Obama's popularity with the American electorate is in free-fall. Rasumssen Reports website, which does daily polling, reports:
"The Rasmussen Reports daily Presidential Tracking Poll for Tuesday shows that 29% of the nation's voters Strongly Approve of the way that Barack Obama is performing his role as President. Forty percent (40%) Strongly Disapprove giving Obama a Presidential Approval Index rating of -11. Today is the President’s fourth straight day with an Approval Index rating in negative double digits (see trends). . . . Overall, 49% of voters say they at least somewhat approve of the President's performance. Fifty-one percent (51%) now disapprove."
There is little mystery why the president is suddenly so unpopular with voters. 40% of voters say that cutting the deficit is the highest priority, while reforming health care is a distant second at only 21%. Yet 71% of voters think Obama's policies are driving up the deficit. Voters are pessimistic about Obama getting it right. 67% think deficit reduction is the least likely goal to be achieved, while only 7% think it is the most likely goal to be achieved.
Can we say buyer's remorse? All that hype about Obama being a centrist and a moderate doesn't look so plausible now, does it? Many Republicans and a clear majority of moderate voters, who were justifiably angry at the Republicans for starting an unnecessary war in Iraq, letting spending get out of control and exhibiting disgusting personal ethics, voted the Republicans out thinking they were getting a moderate Democratic president who would not attempt to make fundamental changes to the American economy in the midst of a recession.

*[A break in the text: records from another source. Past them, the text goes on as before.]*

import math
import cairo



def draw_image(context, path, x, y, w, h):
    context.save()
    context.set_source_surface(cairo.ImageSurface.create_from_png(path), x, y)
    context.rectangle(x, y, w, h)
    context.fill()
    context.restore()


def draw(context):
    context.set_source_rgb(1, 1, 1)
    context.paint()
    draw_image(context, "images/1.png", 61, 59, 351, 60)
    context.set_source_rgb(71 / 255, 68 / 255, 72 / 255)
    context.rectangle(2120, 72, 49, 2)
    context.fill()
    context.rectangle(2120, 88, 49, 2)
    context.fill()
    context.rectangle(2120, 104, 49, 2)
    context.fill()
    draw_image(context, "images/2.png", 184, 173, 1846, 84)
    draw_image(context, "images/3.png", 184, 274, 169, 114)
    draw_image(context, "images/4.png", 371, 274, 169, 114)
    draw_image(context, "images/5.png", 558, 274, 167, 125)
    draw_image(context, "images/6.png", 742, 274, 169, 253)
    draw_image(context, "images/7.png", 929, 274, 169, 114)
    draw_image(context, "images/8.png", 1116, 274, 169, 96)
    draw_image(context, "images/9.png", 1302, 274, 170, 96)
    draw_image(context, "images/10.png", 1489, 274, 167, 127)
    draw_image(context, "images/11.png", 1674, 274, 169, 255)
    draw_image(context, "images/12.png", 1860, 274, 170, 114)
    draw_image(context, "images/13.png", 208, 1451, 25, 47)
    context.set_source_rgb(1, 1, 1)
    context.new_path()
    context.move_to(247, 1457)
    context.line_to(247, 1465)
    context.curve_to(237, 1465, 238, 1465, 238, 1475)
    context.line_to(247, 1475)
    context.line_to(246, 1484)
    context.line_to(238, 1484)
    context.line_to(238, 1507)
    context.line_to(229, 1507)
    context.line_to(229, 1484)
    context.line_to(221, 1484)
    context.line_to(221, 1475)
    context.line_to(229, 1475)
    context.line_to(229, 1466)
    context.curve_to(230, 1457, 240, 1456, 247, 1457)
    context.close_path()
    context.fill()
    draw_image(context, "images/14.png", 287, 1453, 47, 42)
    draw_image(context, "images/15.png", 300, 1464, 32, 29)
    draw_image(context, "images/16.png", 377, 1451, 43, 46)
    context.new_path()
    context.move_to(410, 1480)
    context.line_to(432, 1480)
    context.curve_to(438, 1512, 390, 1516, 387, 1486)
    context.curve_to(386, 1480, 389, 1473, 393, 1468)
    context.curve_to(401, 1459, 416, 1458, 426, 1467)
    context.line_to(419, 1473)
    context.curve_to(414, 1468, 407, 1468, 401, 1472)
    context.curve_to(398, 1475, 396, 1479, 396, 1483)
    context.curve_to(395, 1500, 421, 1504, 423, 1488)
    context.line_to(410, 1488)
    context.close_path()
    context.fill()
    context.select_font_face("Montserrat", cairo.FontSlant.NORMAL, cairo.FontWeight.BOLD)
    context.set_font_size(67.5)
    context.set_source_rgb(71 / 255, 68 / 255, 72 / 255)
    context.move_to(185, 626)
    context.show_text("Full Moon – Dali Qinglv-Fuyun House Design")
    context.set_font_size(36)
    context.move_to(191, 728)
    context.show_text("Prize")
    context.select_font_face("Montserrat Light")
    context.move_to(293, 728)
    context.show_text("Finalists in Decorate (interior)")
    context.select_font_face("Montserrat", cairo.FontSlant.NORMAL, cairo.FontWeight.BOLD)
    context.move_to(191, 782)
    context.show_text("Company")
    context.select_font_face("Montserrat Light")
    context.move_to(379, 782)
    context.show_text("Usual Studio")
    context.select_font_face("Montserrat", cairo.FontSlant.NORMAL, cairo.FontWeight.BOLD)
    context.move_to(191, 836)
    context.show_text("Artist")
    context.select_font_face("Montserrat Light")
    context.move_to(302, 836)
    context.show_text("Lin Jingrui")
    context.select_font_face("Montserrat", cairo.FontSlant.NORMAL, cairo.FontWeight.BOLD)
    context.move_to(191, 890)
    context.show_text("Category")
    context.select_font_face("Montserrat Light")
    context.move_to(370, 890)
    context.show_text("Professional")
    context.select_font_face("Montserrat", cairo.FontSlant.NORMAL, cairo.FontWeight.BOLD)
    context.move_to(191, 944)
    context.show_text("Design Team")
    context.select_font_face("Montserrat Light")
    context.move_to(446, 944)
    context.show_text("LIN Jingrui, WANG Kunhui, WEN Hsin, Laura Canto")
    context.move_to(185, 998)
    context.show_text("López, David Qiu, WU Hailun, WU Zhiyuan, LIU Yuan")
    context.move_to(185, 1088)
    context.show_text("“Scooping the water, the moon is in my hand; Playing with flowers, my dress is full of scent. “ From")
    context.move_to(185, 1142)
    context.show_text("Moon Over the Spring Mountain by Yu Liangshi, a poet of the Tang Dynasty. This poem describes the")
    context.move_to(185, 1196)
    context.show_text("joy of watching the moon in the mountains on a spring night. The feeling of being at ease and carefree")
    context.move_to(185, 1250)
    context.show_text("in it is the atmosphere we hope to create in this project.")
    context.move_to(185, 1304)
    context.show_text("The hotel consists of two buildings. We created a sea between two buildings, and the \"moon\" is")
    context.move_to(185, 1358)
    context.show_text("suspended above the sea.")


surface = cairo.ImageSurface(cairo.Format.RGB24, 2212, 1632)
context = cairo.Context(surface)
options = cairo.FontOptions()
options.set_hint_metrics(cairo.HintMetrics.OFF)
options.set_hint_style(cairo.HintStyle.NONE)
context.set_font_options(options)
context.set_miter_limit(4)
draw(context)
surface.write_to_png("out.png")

They thought it was safe to send the Republicans a message. Instead, they got the most hard-line, ideological leftist in congress as president.
This was clearly a tragic situation and the blame for the current mess rests more than any other on one man: George W. Bush. He should have known better than let the imperialistic hawks convince him to do something that discredited conservatism at a crucial moment. If George Bush had governed like a true conservative - emphasizing fiscal restraint, avoiding overreach in international affairs and pursuing an incrementalist policy in social conservativism as he did very effectively - then he would have been a success and Obama would now be a junior senator on the extreme left of a party without power.
The problem is not that George Bush was too conservative; the problem is that he was not conservative enough. Fiscal restraint, geopolitical restraint and gradual, organic change in social policy are characteristics of true conservatism, whereas free spending and reckless interventionism are marks of a kind of nationalistic, utopianism that cries: "we can spread democracy to every country of the world with our army."
Now it appears that the Republican Party will be given another chance. The last thing the GOP needs to do is move toward the center in terms of policy or do anything to alienate the social conservatives, who are essential to any future election victory. It needs to nourish its base, find a leader who does not scare moderates and purge itself of playboys and lobbyists, at least at the highest levels. It is the majority party and will get another chance at power. But it must learn from the hubris of the Bush administration and not take for granted the good will of the electorate.